**Exercise description:**
Work out how many lines of the data hold the string "points", and reply with that number alone.

**The data:**
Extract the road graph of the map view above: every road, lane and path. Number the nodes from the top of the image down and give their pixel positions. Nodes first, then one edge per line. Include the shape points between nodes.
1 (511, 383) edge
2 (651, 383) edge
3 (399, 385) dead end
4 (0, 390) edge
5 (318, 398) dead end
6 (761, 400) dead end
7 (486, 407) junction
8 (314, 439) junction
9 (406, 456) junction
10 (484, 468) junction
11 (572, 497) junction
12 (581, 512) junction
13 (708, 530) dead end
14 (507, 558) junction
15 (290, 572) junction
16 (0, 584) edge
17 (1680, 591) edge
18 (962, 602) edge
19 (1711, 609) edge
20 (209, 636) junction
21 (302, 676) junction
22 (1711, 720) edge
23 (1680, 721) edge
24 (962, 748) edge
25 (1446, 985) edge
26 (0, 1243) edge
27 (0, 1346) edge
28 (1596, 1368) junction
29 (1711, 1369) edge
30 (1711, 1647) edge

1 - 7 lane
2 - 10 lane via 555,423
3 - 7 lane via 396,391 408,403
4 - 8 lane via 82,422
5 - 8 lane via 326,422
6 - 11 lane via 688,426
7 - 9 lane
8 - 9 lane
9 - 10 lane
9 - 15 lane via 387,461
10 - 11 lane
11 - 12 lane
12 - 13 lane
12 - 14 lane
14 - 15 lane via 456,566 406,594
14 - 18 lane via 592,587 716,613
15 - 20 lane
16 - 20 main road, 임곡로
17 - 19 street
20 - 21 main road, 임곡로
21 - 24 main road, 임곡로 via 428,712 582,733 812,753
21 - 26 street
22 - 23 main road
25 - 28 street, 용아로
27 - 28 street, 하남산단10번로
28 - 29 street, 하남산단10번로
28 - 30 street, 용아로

...

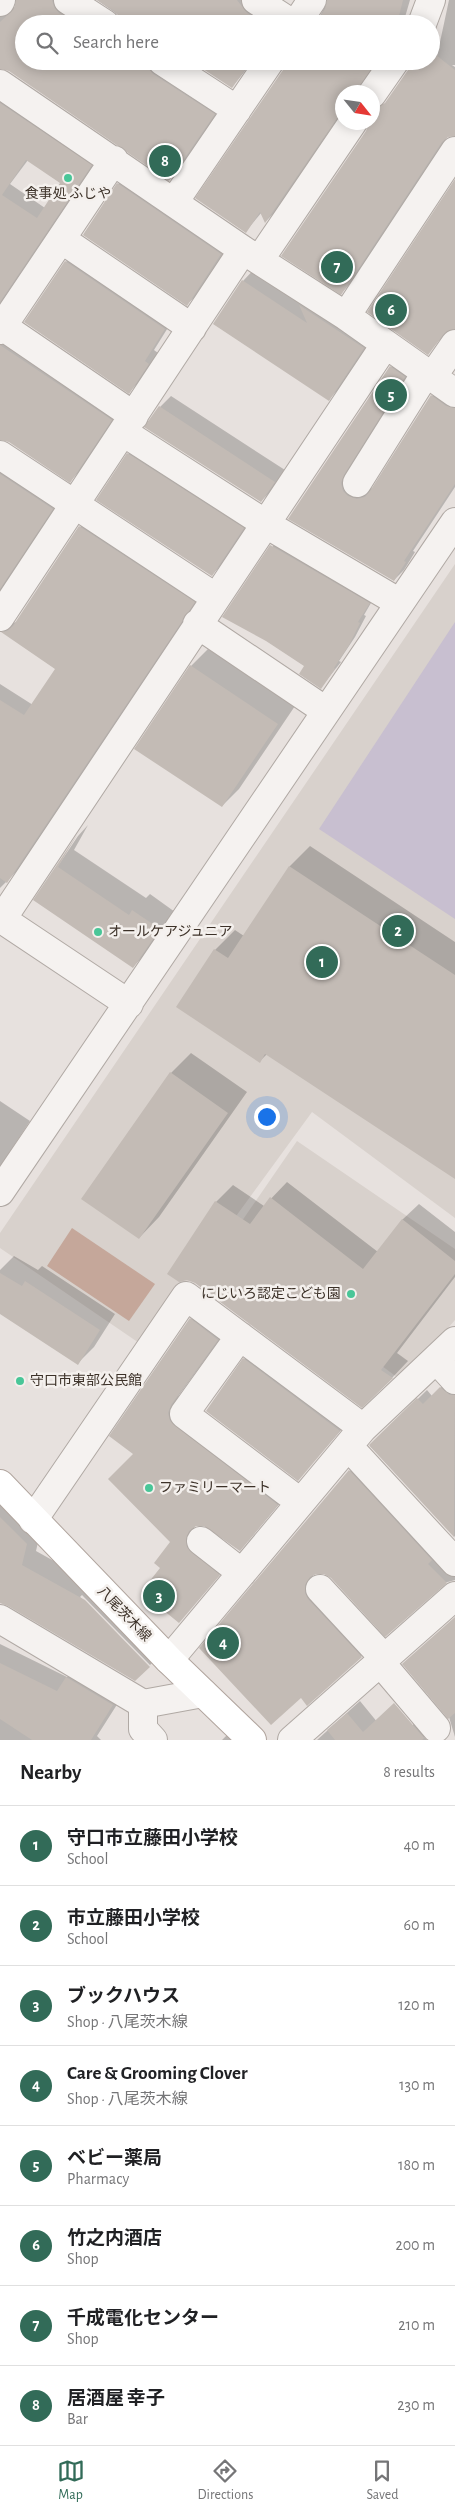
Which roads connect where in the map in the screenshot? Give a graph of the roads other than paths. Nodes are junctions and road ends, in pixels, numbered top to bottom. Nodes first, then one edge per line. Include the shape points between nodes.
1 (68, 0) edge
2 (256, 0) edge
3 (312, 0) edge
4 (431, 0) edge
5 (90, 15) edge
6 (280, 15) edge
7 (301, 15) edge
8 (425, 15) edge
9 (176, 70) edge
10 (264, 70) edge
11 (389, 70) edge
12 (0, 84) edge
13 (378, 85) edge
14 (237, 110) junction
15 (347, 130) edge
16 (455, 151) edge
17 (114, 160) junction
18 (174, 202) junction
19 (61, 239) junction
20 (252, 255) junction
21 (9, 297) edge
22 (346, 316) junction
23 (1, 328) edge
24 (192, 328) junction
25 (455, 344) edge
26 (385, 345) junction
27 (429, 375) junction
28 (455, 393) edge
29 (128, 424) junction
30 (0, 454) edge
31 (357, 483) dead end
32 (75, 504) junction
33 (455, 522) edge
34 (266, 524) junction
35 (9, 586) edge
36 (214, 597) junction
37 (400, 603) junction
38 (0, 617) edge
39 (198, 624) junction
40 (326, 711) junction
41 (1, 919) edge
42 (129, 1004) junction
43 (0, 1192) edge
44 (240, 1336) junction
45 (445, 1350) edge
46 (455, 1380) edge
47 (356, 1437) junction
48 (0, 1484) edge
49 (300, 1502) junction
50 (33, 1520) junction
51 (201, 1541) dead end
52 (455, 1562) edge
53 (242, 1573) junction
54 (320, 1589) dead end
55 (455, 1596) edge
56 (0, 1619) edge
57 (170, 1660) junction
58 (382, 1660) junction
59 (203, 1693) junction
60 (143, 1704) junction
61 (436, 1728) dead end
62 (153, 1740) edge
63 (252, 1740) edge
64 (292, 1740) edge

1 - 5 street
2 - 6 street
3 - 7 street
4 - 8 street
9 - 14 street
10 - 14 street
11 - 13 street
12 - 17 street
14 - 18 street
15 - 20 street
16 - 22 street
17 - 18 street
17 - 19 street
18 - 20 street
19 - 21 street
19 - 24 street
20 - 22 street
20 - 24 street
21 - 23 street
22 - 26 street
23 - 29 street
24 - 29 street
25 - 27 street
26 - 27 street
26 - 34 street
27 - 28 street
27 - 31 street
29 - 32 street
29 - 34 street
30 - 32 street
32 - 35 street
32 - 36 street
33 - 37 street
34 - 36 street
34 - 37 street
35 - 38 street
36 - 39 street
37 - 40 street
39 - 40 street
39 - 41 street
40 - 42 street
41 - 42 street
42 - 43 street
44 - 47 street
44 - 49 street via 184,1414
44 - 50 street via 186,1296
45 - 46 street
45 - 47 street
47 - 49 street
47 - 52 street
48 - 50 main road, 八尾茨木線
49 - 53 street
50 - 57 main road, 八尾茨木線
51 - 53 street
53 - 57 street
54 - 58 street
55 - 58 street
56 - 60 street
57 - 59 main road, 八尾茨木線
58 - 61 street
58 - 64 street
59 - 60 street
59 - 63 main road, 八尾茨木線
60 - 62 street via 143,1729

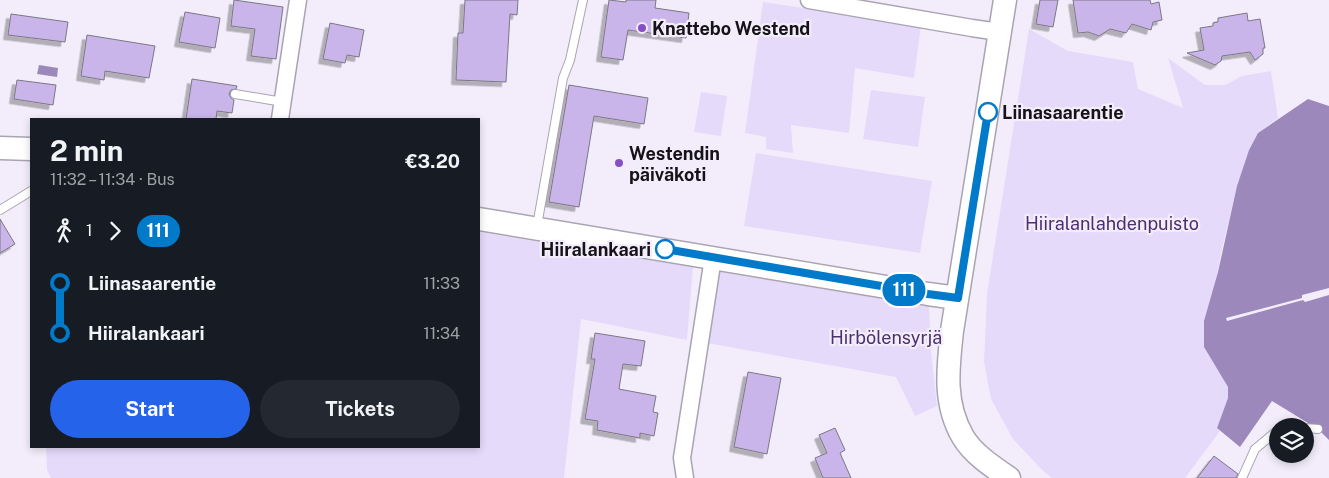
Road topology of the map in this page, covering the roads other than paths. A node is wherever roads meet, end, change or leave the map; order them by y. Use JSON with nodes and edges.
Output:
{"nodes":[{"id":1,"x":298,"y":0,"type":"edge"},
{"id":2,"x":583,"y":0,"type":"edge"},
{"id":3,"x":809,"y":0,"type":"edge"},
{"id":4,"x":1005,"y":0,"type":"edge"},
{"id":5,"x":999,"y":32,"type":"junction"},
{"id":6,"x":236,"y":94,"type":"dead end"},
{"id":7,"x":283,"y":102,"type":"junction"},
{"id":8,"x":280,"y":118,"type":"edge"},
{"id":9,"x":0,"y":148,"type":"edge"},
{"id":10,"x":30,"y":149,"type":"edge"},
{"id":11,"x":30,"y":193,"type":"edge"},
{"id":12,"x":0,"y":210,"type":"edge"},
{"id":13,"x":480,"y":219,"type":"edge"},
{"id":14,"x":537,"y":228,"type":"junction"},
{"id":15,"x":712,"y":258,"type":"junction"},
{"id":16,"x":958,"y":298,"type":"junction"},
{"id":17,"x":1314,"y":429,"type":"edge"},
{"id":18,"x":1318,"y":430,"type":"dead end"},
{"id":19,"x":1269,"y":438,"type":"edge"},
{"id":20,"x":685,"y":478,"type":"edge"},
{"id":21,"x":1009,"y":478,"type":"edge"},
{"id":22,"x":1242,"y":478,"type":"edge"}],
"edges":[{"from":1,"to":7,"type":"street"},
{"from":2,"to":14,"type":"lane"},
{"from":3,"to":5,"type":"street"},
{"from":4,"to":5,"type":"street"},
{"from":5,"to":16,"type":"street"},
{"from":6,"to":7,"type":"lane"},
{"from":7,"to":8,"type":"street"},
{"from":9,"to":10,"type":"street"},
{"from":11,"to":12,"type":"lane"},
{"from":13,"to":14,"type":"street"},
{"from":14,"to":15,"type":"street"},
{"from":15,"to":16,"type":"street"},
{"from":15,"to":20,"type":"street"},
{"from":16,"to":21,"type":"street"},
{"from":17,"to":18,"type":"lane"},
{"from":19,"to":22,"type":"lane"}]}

**Result:**
2